The United States has for years complained to Islamabad about its failure to go after launch an offensive in the area which Washington considers to harbor the country's most dangerous militants. The US believes the region is being used by al Qaeda and Taliban operatives as a base to strike international troops in Afghanistan. Pakistan, however, had previously refused to comply, telling Washington that the time was not right to start a full-scale military operation against the militants.

Attacks and repercussions

Last week, on June 8, militants attacked Pakistan's biggest airport in the southern city of Karachi, besieging the Jinnah International airport for several hours. The Tehrik-i-Taliban Pakistan (TTP) - an umbrella organization of domestic Islamists - and the Islamic Movement of Uzbekistan (IMU) claimed responsibility for the attack.

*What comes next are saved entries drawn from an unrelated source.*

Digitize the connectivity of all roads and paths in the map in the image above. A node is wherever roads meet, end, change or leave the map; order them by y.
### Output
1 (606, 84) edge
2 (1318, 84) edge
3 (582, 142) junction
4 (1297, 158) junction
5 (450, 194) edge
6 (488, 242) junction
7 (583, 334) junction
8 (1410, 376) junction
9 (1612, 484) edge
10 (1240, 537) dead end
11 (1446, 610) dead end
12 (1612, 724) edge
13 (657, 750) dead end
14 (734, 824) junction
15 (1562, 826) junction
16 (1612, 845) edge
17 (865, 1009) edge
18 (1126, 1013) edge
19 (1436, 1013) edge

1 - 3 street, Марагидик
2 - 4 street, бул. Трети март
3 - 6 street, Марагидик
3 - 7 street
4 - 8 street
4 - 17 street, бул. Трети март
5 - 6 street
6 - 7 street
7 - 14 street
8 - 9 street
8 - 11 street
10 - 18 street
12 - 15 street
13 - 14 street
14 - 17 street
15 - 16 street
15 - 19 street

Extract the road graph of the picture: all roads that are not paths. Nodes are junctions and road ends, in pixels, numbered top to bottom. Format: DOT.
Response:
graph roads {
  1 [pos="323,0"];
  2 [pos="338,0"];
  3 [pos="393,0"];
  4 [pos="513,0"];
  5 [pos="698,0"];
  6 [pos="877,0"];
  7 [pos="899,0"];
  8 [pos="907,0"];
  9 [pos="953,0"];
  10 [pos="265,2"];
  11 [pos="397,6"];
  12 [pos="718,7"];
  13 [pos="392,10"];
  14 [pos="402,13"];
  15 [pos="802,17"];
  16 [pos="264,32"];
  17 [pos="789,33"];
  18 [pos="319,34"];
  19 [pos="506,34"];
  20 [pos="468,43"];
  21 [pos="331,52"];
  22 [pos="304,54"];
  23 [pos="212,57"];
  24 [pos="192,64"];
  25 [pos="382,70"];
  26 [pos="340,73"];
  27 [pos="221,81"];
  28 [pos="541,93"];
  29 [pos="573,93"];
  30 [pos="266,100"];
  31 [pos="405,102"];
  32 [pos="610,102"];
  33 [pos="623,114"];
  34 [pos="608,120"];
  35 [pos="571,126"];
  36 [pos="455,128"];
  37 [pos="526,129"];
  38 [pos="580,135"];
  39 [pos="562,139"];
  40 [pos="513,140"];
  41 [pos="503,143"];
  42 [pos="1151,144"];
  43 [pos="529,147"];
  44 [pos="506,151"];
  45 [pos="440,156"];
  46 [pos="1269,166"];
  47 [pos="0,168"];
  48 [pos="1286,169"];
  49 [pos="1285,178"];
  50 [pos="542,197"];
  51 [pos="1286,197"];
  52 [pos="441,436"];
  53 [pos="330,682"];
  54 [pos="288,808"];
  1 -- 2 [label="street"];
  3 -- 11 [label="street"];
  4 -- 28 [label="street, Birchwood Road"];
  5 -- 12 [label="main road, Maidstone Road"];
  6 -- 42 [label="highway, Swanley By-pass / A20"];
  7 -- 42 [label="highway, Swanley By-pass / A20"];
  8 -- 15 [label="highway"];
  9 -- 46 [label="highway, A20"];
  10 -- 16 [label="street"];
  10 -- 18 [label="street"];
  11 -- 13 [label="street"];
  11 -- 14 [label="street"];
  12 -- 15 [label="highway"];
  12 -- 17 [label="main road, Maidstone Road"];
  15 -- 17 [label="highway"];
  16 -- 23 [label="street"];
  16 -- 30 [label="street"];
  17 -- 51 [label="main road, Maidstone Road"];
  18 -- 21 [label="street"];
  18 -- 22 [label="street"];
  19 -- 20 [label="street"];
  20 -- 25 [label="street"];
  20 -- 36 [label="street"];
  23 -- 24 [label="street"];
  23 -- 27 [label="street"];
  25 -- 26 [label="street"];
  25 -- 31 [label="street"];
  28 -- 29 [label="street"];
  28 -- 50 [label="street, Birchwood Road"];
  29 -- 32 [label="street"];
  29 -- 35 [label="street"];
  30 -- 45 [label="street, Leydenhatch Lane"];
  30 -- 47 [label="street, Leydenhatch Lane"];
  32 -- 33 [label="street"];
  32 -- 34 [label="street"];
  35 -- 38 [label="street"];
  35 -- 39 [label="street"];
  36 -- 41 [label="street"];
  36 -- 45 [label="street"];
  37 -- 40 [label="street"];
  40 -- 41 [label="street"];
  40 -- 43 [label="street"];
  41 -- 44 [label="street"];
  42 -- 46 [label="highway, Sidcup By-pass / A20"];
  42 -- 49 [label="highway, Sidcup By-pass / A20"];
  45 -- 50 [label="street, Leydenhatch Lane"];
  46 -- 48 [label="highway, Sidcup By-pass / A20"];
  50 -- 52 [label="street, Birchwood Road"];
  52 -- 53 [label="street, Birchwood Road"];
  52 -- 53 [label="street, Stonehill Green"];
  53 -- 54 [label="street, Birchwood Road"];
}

Observers say that Islamabad's decision to go after the Islamists is a reaction to the Karachi attack in which more than 30 people were killed, including soldiers and Islamist fighters.

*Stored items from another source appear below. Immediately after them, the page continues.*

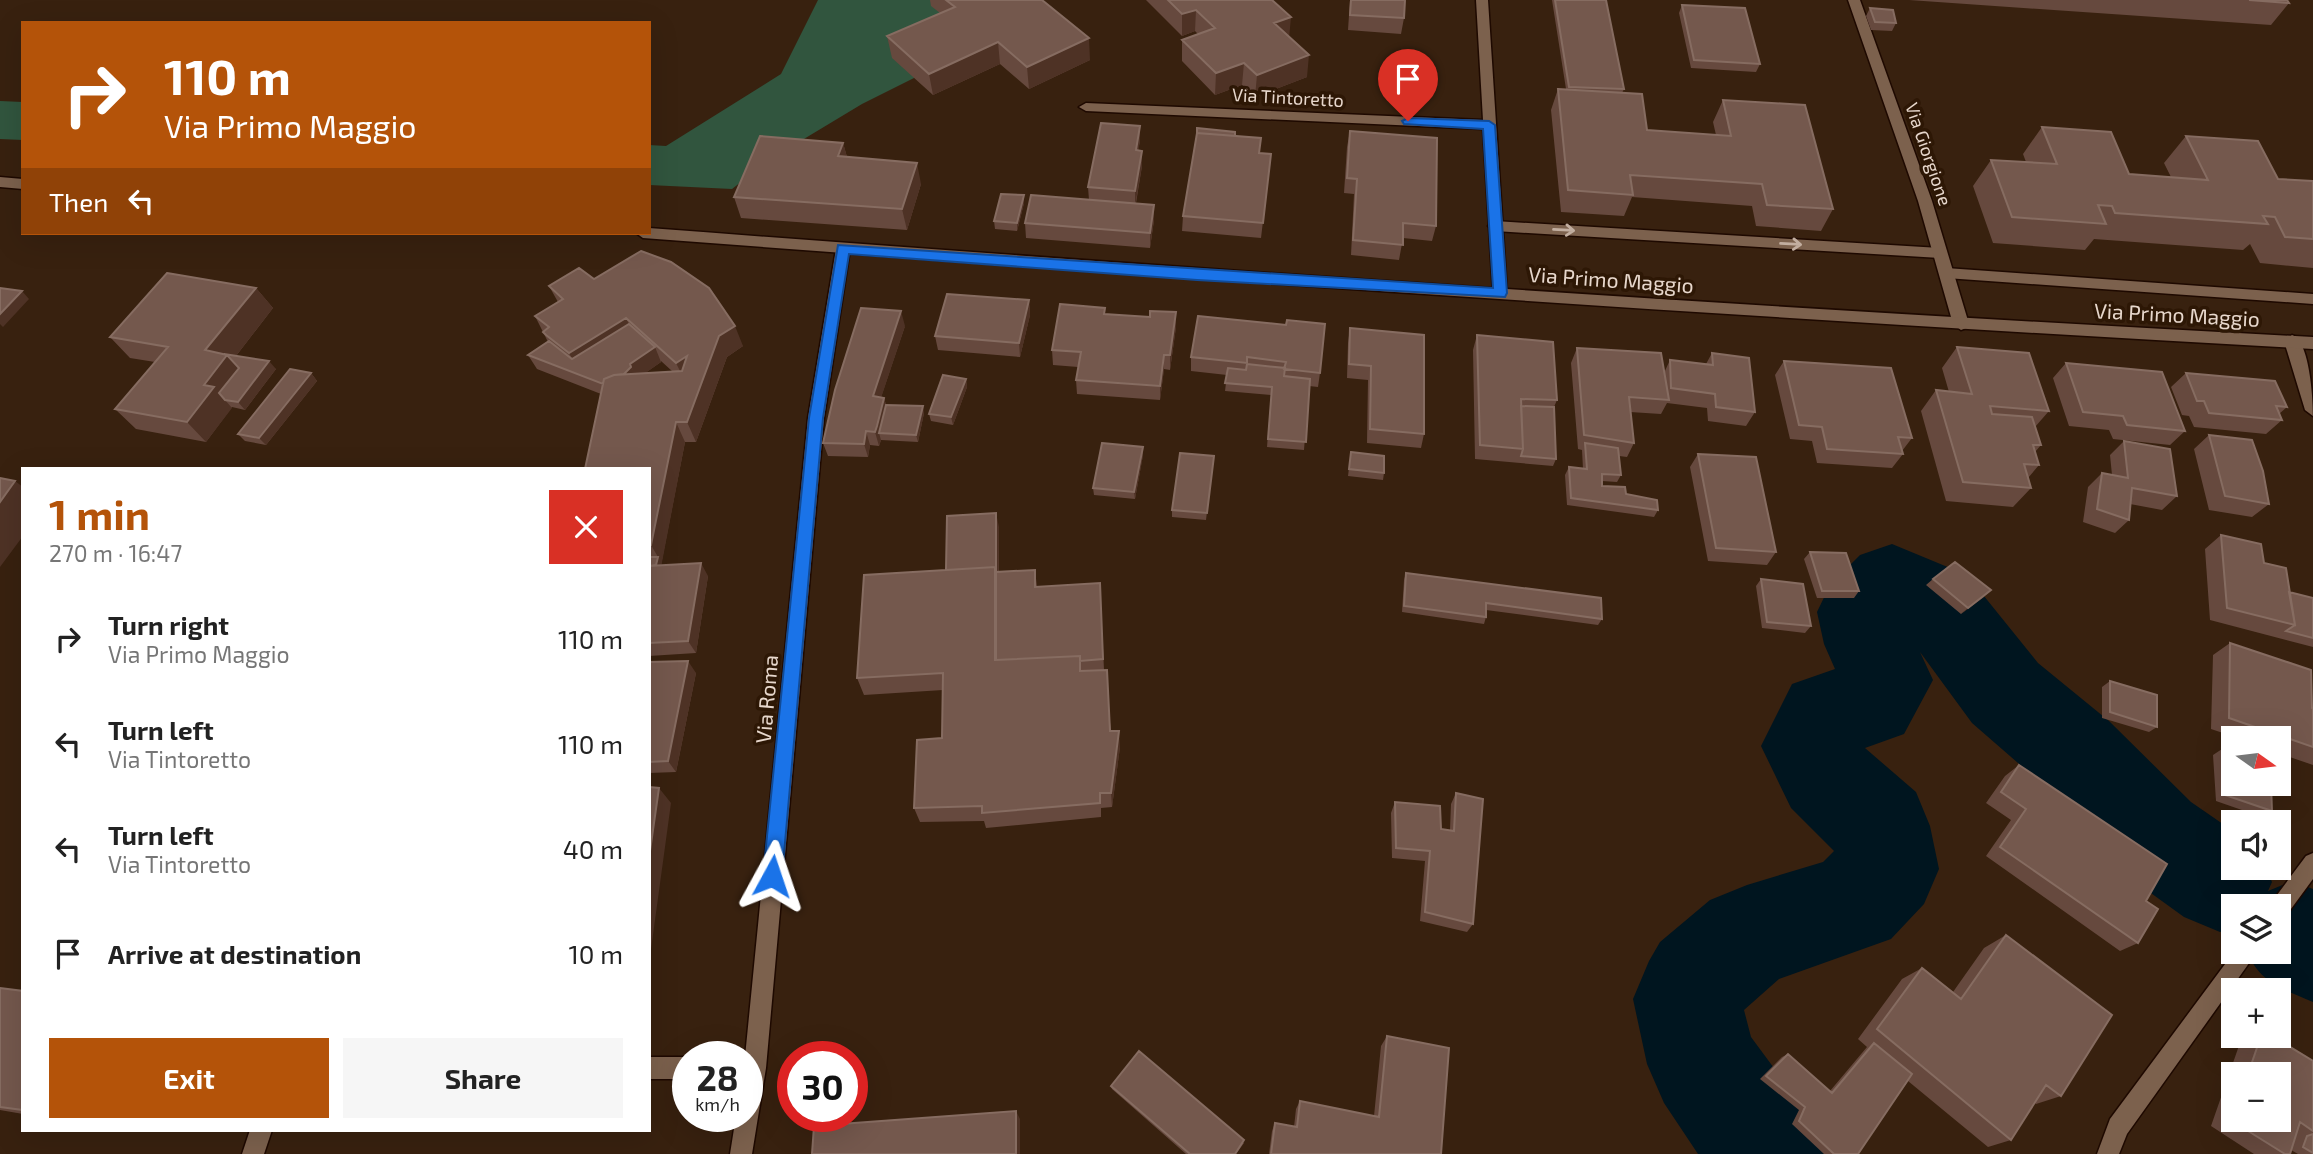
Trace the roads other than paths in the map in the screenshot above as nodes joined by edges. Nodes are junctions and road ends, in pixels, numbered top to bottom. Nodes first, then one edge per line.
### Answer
1 (1482, 0) edge
2 (1854, 0) edge
3 (1086, 107) dead end
4 (1489, 125) junction
5 (0, 182) edge
6 (21, 184) edge
7 (1496, 226) junction
8 (651, 233) edge
9 (843, 249) junction
10 (1940, 253) junction
11 (1946, 273) junction
12 (1500, 293) junction
13 (2313, 299) edge
14 (1961, 324) junction
15 (2291, 341) junction
16 (2313, 343) edge
17 (2313, 410) edge
18 (2313, 863) edge
19 (2290, 894) edge
20 (2238, 964) edge
21 (754, 1041) edge
22 (651, 1068) edge
23 (672, 1068) edge
24 (260, 1132) edge
25 (744, 1132) edge
26 (253, 1154) edge
27 (741, 1154) edge
28 (2108, 1154) edge

1 - 4 street
2 - 10 street, Via Giorgione
3 - 4 street, Via Tintoretto
4 - 7 street
5 - 6 street
7 -> 10 street
7 - 12 street
8 - 9 street, Via Primo Maggio
9 - 12 street, Via Primo Maggio
9 - 21 street, Via Roma
10 - 11 street, Via Giorgione
11 - 13 street
11 - 14 street, Via Giorgione
12 - 14 street, Via Primo Maggio
14 - 15 street, Via Primo Maggio
15 - 16 street, Via Primo Maggio
15 - 17 street
18 - 19 street
20 - 28 street
22 - 23 street
24 - 26 street
25 - 27 street, Via Roma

"By using North Waziristan as a base, these terrorists have waged a war against the state of Pakistan and had been disrupting our national life in all its dimensions, stunting our economic growth and causing enormous loss of life and property," the military's Inter-Services Public Relations department said in a statement.

The nuclear-armed South Asian nation is on a high-alert following the military operation. The Taliban said they would avenge the Waziristan strikes.

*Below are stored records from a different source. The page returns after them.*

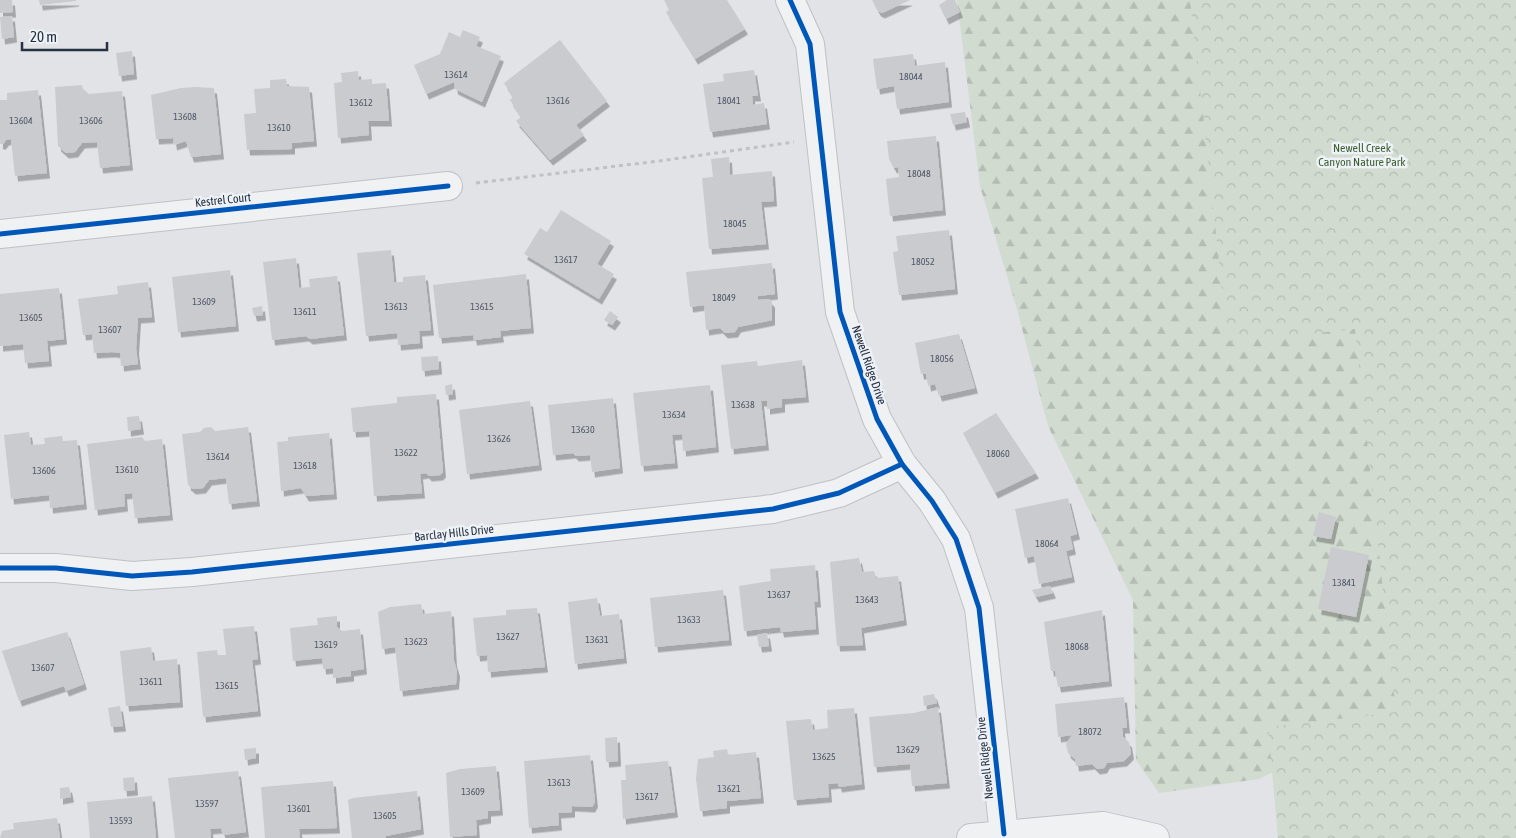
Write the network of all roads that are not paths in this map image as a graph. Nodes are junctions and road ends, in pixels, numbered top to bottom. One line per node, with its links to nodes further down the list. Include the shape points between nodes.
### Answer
1 (790, 0): 4 (street, Newell Ridge Drive, via 810,44 840,312 877,419)
2 (448, 186): 3 (street, Kestrel Court)
3 (0, 234)
4 (902, 464): 5 (street, Barclay Hills Drive, via 840,493 773,509 192,572 132,576 56,568); 6 (street, Newell Ridge Drive, via 932,501 956,540 978,608)
5 (0, 568)
6 (1004, 834): 7 (street); 8 (street, via 1103,826)
7 (971, 838)
8 (1155, 838)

"We hold Nawaz Sharif's government responsible for the loss of Muslims' lives and property as a result of this operation," Shahidullah Shahid, a TTP spokesman, said. "We also warn all foreign investors, airlines and multinational corporations that they should immediately suspend their ongoing dealings with Pakistan and prepare to leave the country otherwise they will be responsible for their own loss," he said in a statement.

Selective operation

Despite the recent airstrikes against extremists, some security experts doubt the Pakistani government intends to curb terrorism.

Nizamuddin Nizamani, a political analyst and researcher in Karachi, says the military operation in North Waziristan "should not be viewed as a proper military offensive and hence not be mistaken for a change in policy." The analyst told DW he believes Pakistani leaders are still not clear about how to counter terrorism.

Internally displaced Pakistanis, fleeing from military operations against Taliban militants in North Waziristan, arrive in Bannu, a town on the edge of Pakistan's lawless tribal belt of Waziristan, on June 11, 2014 (Photo: KARIM ULLAH/AFP/Getty Images)
Thousands of people have fled to other Pakistani cities and neighboring AfghanistanImage: AFP/Getty Images

But many in Pakistan are ready to give their security forces another chance. They hope the civilian government and the military mean business this time.

"I completely support the operation against terrorists," Mohsin Sayeed, a journalist, told DW. "We should be prepared to pay the price as militants will strike back in the cities. We are in a state of war now. This is our war of survival. We need to support our government and the army in these tough and testing times," he added.

However, Abdul Agha, an Islamabad-based analyst, is not as optimistic as Sayeed: "Islamabad is killing only the 'bad guys' - the ones that have turned against the state, or who don't agree with its long-term plans vis-à-vis Afghanistan. The government is also going after Central Asian warriors because they are creating problems for Pakistan's ally, China. They will eliminate some and will preserve some for the future."

The Pakistani establishment, analysts say, still considers the Taliban an important ally and representatives of the majority Pashtun Afghans who it thinks should be part of the Afghan government after the NATO pullout in the coming months. Observers say that the Pakistani military hopes to regain the influence in Kabul it once enjoyed before the United States and its allies toppled the pro-Pakistan Taliban government in 2001.

"In the past, the military launched several offensives against the, Taliban but we know that the terrorists are still active in the country," the analyst says, adding that until the Pakistani state abandons its pro-Islamist narrative, military actions won't yield positive results.